Typical results for a Spring Boot-equivalent microservice:

Image Size
Full Oracle/OpenJDK 21 ~310 MB
jlink with all JDK modules ~200 MB
jlink with only required modules + --compress=2 ~85 MB
jlink + --strip-debug + --no-man-pages + --no-header-files ~45 MB
Distroless container with the above image ~50 MB total

Three caveats:

  • No automatic modules. jlink refuses to link an automatic module. Every JAR on the path must have a real module-info.class. This is the single largest reason to push library authors toward shipping modular JARs.
  • --compress=2 trades startup for size. Modules are stored compressed; the JIT decompresses on first touch. Most apps don't notice; ultra-latency-sensitive services should benchmark with and without.
  • Strip what you don't need. jconsole, keytool, jdeps themselves are JDK tools that jlink can include. For production, omit them.

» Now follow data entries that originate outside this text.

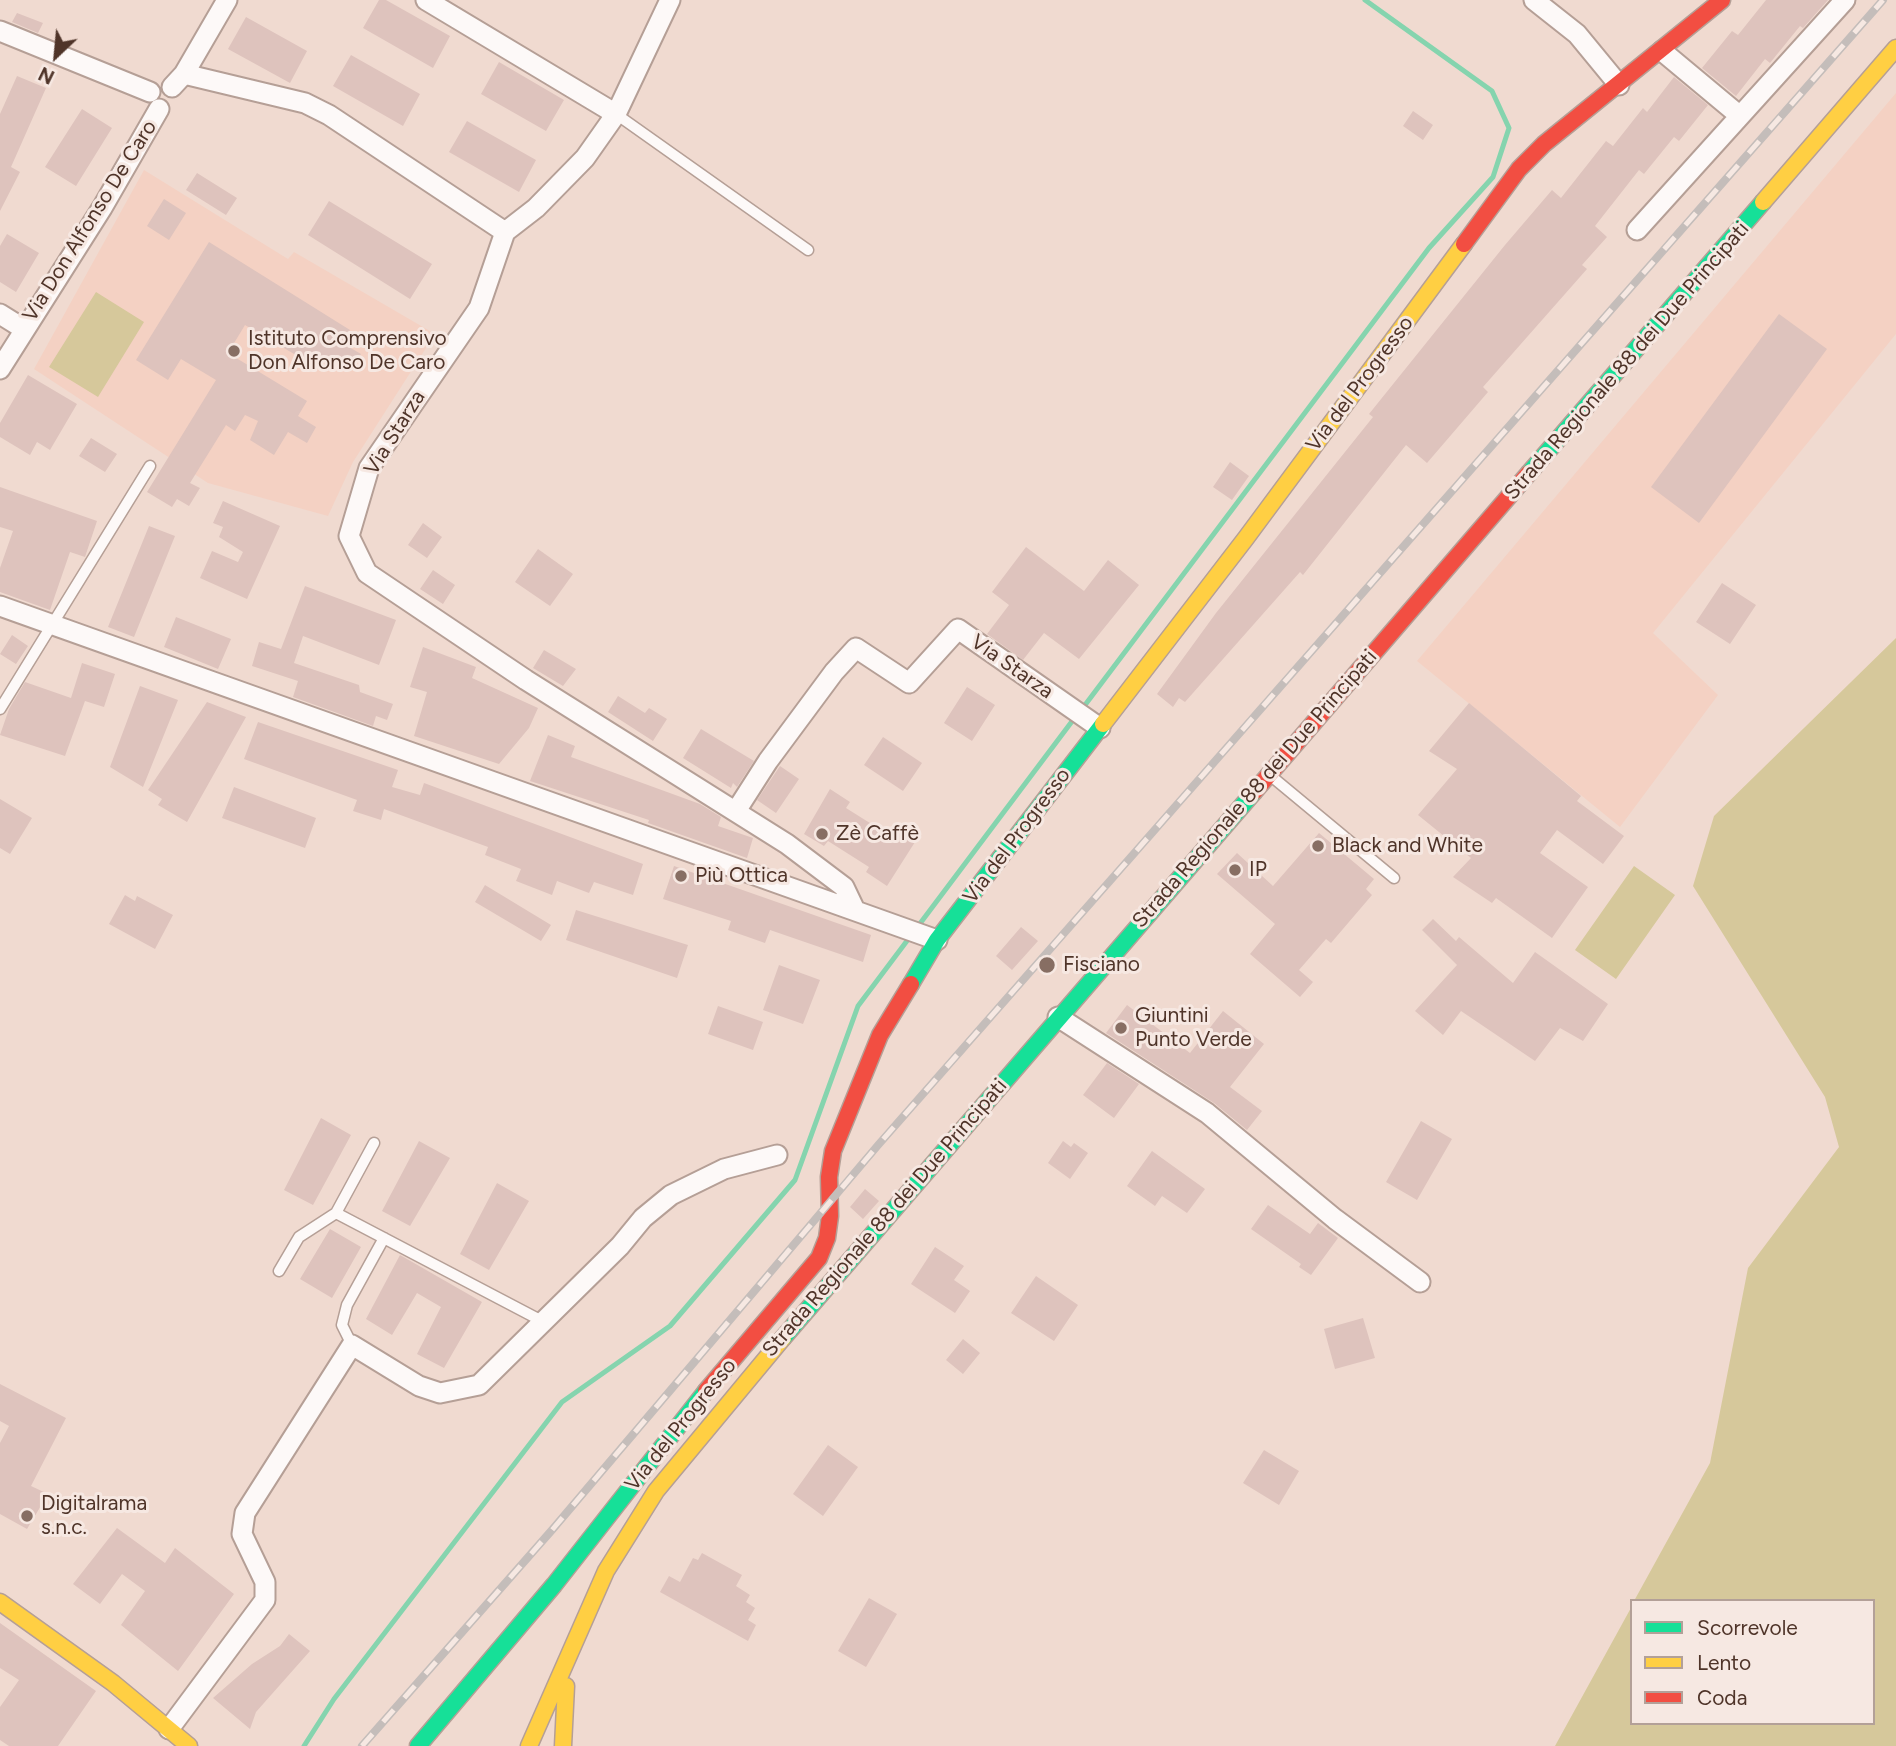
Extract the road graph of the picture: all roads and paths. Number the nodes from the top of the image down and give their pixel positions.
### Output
1 (227, 0) edge
2 (426, 0) edge
3 (670, 0) edge
4 (1534, 0) edge
5 (1723, 0) edge
6 (1845, 0) edge
7 (0, 31) edge
8 (1896, 48) edge
9 (1662, 51) junction
10 (178, 80) junction
11 (1619, 85) junction
12 (150, 92) junction
13 (159, 109) junction
14 (616, 114) junction
15 (1740, 116) junction
16 (1637, 230) dead end
17 (505, 232) junction
18 (808, 250) dead end
19 (0, 314) edge
20 (24, 329) junction
21 (0, 369) edge
22 (150, 466) dead end
23 (0, 606) edge
24 (54, 625) junction
25 (0, 709) edge
26 (1094, 724) junction
27 (1267, 774) junction
28 (736, 811) junction
29 (1394, 878) dead end
30 (854, 908) junction
31 (932, 938) junction
32 (1058, 1017) junction
33 (374, 1143) dead end
34 (777, 1155) dead end
35 (336, 1213) junction
36 (384, 1238) junction
37 (279, 1271) dead end
38 (1420, 1282) dead end
39 (542, 1321) junction
40 (352, 1345) junction
41 (0, 1602) edge
42 (572, 1652) junction
43 (169, 1729) junction
44 (421, 1744) edge
45 (189, 1746) edge
46 (529, 1746) edge
47 (563, 1746) edge

1 - 10 street
2 - 14 street
3 - 14 street
4 - 11 street
5 - 9 street, Via del Progresso
6 - 15 street
7 - 12 street
8 - 27 street, Strada Regionale 88 dei Due Principati
9 - 11 street, Via del Progresso
9 - 15 street
10 - 12 street
10 - 13 street, Via Don Alfonso De Caro
10 - 17 street
11 - 26 street, Via del Progresso
12 - 13 street
13 - 20 street, Via Don Alfonso De Caro
14 - 17 street
14 - 18 lane
15 - 16 street
17 - 28 street, Via Starza
19 - 20 street
20 - 21 street, Via Don Alfonso De Caro
22 - 24 lane
23 - 24 street
24 - 25 lane
24 - 30 street
26 - 28 street, Via Starza
26 - 31 street, Via del Progresso
27 - 29 lane
27 - 32 street, Strada Regionale 88 dei Due Principati
28 - 30 street, Via Starza
30 - 31 street
31 - 44 street, Via del Progresso
32 - 38 street
32 - 42 street, Strada Regionale 88 dei Due Principati
33 - 35 lane
34 - 39 street
35 - 36 lane
35 - 37 lane
36 - 39 lane
36 - 40 lane
39 - 40 street
40 - 43 street
41 - 43 street
42 - 46 street, Strada Regionale 88 dei Due Principati
42 - 47 street, Strada Regionale 88 dei Due Principati
43 - 45 street

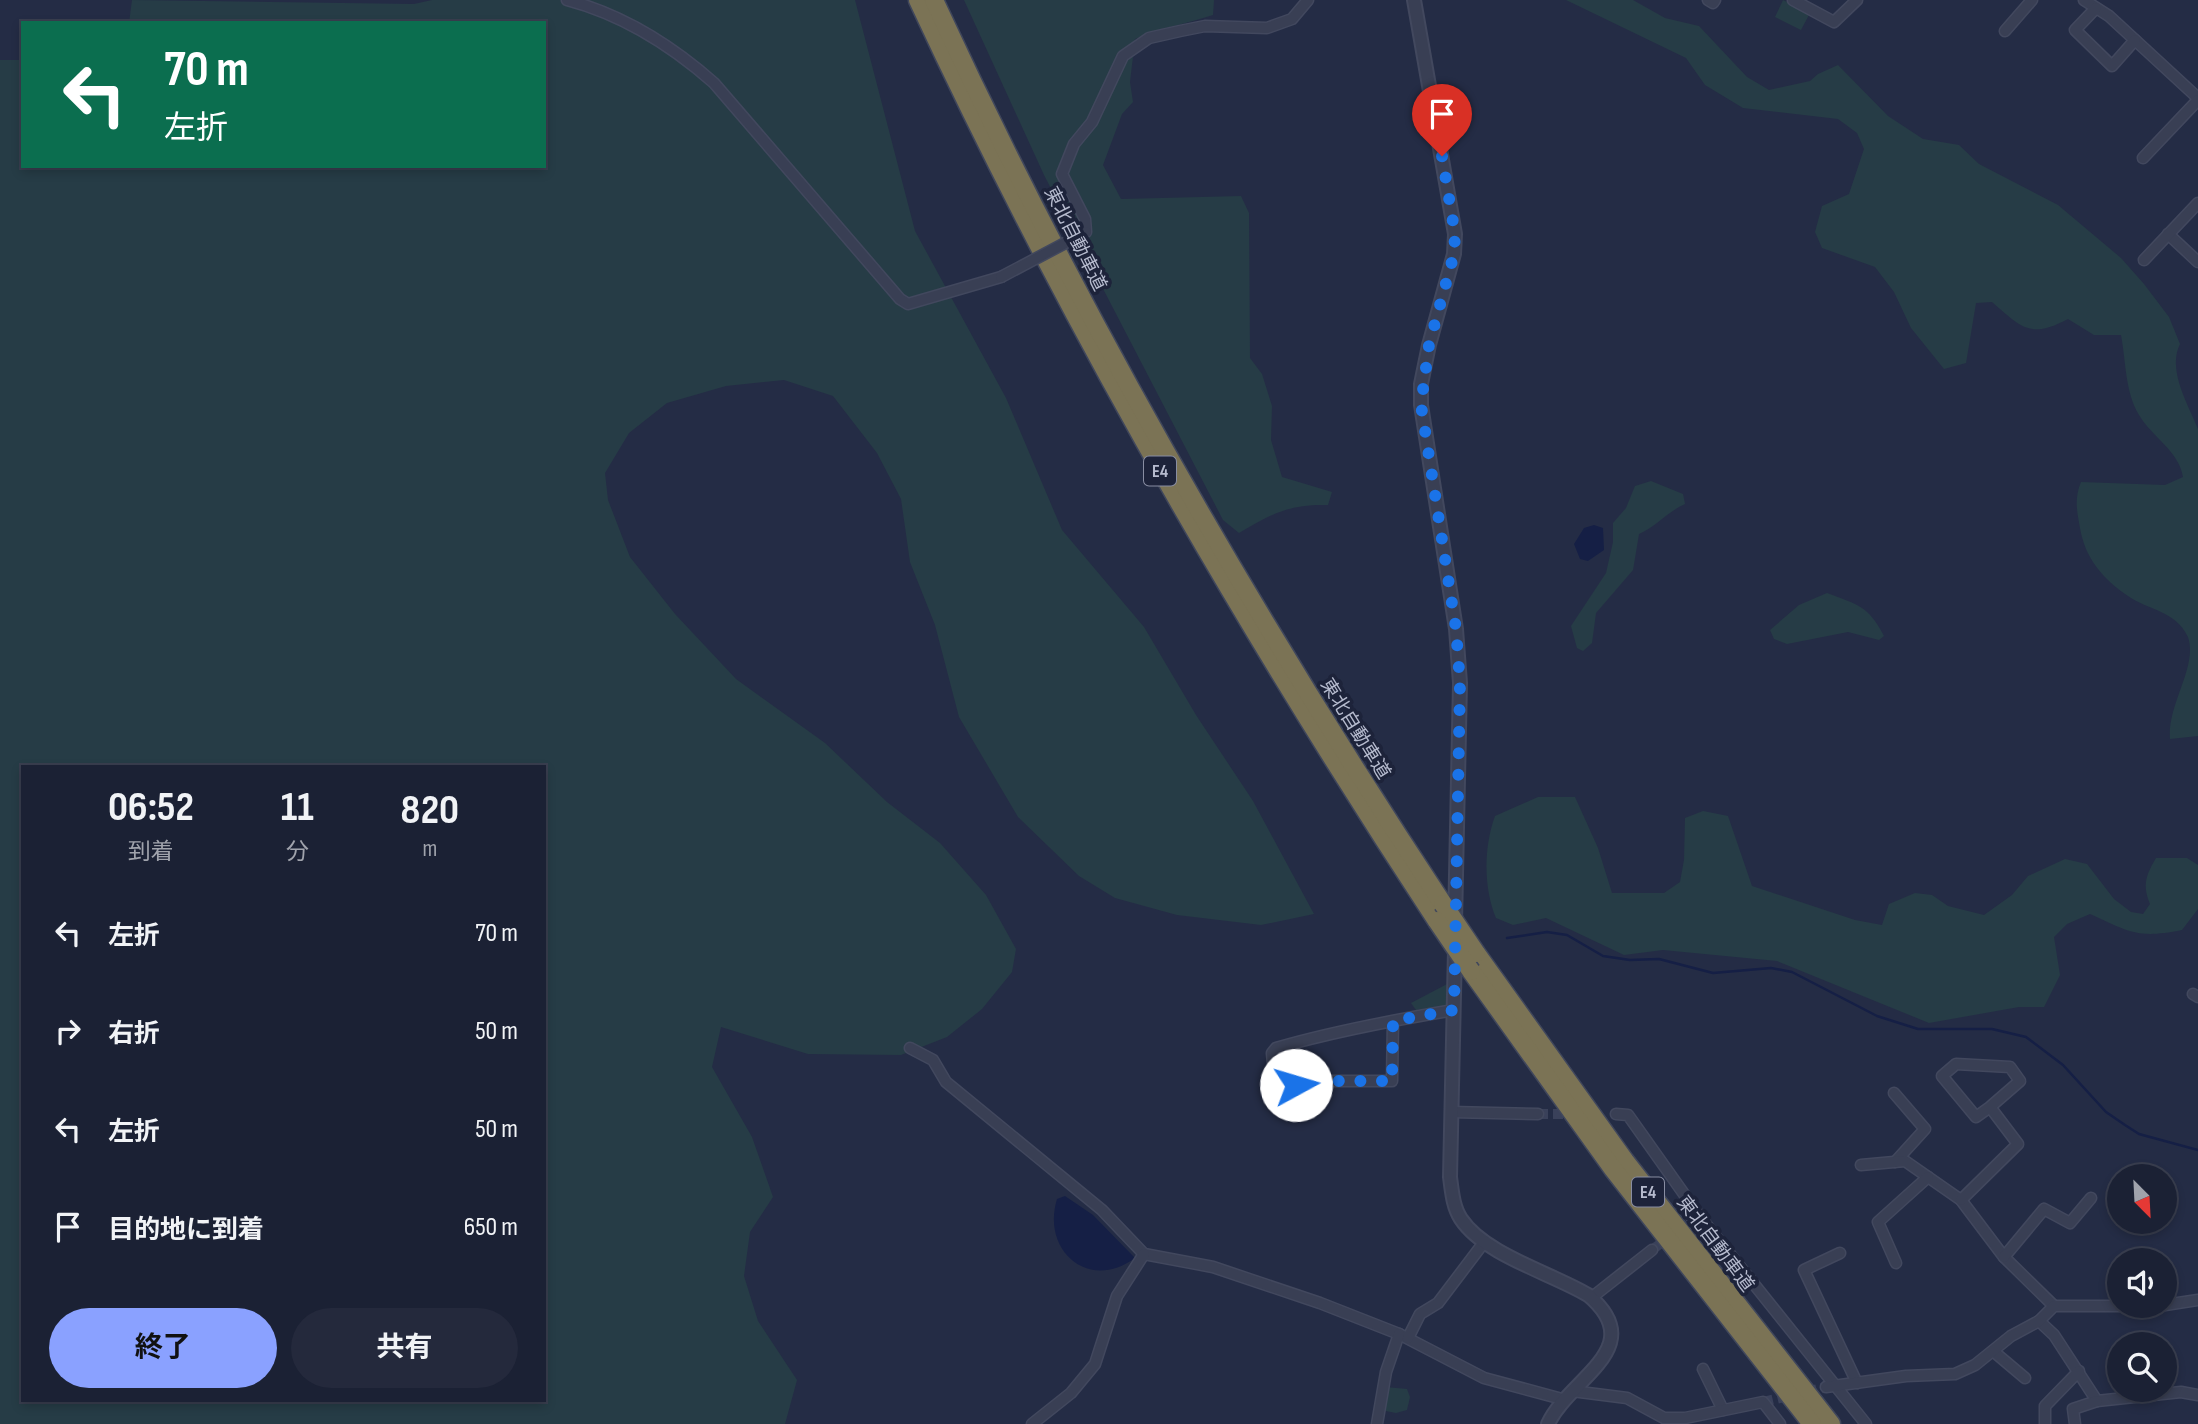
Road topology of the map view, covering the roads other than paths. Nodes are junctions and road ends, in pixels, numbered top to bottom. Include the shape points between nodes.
1 (568, 0) edge
2 (918, 0) edge
3 (934, 0) edge
4 (1308, 0) edge
5 (1414, 0) edge
6 (1709, 0) edge
7 (1715, 0) edge
8 (1793, 0) edge
9 (1857, 0) edge
10 (2032, 0) edge
11 (2084, 0) edge
12 (2096, 8) junction
13 (2006, 32) dead end
14 (2135, 40) junction
15 (2198, 99) edge
16 (2143, 158) dead end
17 (2198, 203) edge
18 (2168, 234) junction
19 (2144, 260) dead end
20 (2198, 262) edge
21 (1454, 1010) junction
22 (1393, 1021) junction
23 (910, 1048) dead end
24 (1894, 1093) dead end
25 (1990, 1107) junction
26 (1451, 1112) junction
27 (1538, 1114) tunnel mouth
28 (1616, 1114) dead end
29 (1895, 1162) junction
30 (1861, 1165) dead end
31 (1928, 1177) junction
32 (2091, 1198) dead end
33 (1961, 1200) junction
34 (1485, 1241) junction
35 (1652, 1250) tunnel mouth
36 (1840, 1253) dead end
37 (1144, 1254) junction
38 (2004, 1257) junction
39 (1896, 1263) dead end
40 (1591, 1298) junction
41 (2198, 1300) edge
42 (2177, 1303) edge
43 (2054, 1306) junction
44 (2107, 1306) edge
45 (2039, 1321) junction
46 (1403, 1336) junction
47 (1993, 1351) junction
48 (1703, 1369) dead end
49 (2079, 1371) junction
50 (2025, 1378) dead end
51 (1857, 1383) junction
52 (1831, 1386) junction
53 (1567, 1395) junction
54 (2198, 1395) edge
55 (2097, 1401) junction
56 (1723, 1410) junction
57 (1670, 1421) edge
58 (1032, 1424) edge
59 (1377, 1424) edge
60 (1548, 1424) edge
61 (1780, 1424) edge
62 (1812, 1424) edge
63 (1831, 1424) edge
64 (1866, 1424) edge
65 (2045, 1424) edge
66 (2075, 1424) edge

1 - 4 street, bridge via 638,28 715,83 908,304 1001,277 1086,232 1085,219 1062,174 1124,56 1149,38 1180,31 1206,26 1268,28 1292,19
2 - 62 highway, 東北自動車道 / E4, bridge via 1032,234 1174,496 1299,709 1471,971 1629,1190
3 - 63 highway, 東北自動車道 / E4, bridge via 1080,296 1193,501 1312,702 1476,953 1641,1182
5 - 21 street via 1455,234 1454,254 1424,369 1421,405 1456,629 1460,683
6 - 7 street
8 - 9 street via 1834,22
10 - 13 street
11 - 12 street
12 - 14 street
12 - 14 street via 2075,30 2112,66
14 - 15 street
15 - 16 street
17 - 18 street
18 - 19 street
18 - 20 street
21 - 22 street
21 - 26 street
22 - 22 street via 1342,1029 1276,1048 1272,1053 1275,1088 1316,1081 1392,1081
23 - 37 street via 933,1060 946,1082 1102,1210
24 - 29 street via 1925,1129
25 - 25 street via 1976,1117 1942,1076 1956,1064 2010,1067 2020,1081
25 - 33 street via 2018,1144
26 - 27 street
26 - 34 street via 1453,1202 1462,1221
28 - 52 street via 1628,1115 1696,1219
29 - 30 street
29 - 31 street via 1905,1161
31 - 33 street
31 - 39 street via 1878,1222
32 - 38 street via 2070,1223 2044,1209
33 - 38 street
34 - 40 street
34 - 46 street via 1438,1303 1420,1314
35 - 40 street
36 - 51 street via 1804,1270
37 - 46 street via 1213,1267
37 - 58 street via 1117,1296 1095,1364 1071,1393
38 - 43 street
40 - 53 street via 1611,1327 1608,1354
41 - 42 street
43 - 44 street
43 - 45 street
45 - 47 street
45 - 49 street
46 - 53 street via 1484,1378
46 - 59 street via 1386,1372
47 - 50 street
47 - 51 street via 1955,1374
48 - 56 street
49 - 55 street
49 - 65 street via 2045,1406
51 - 52 street
52 - 64 street
53 - 57 street via 1627,1398
53 - 60 street
54 - 55 street via 2181,1392
55 - 66 street via 2073,1409
56 - 57 street
56 - 61 street via 1763,1402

2. AppCDS keyed per module — startup-time wins

Class Data Sharing (CDS) and Application CDS (AppCDS) share class metadata across JVM instances. With a modular app, CDS can be even more targeted: each module's classes can be archived independently, with the boot layer already resolved at build time.

# Step 1: record a class list during a representative run
java -XX:DumpLoadedClassList=classes.txt --module-path mods -m com.example.app

# Step 2: build a CDS archive
java -Xshare:dump -XX:SharedClassListFile=classes.txt \
     -XX:SharedArchiveFile=app.jsa \
     --module-path mods -m com.example.app

# Step 3: run with the archive
java -XX:SharedArchiveFile=app.jsa --module-path mods -m com.example.app

Typical startup-time improvements for a modular app:

Setup Cold start Hot start
Default JVM, no CDS 1500 ms 600 ms
AppCDS, classlist captured 700 ms 300 ms
jlink image + AppCDS archive 450 ms 220 ms

The dynamic-CDS feature (JEP 310, JEP 350) makes step 1+2 collapse to a single launch — the JVM records the class list and writes the archive on shutdown when you pass -XX:ArchiveClassesAtExit=app.jsa.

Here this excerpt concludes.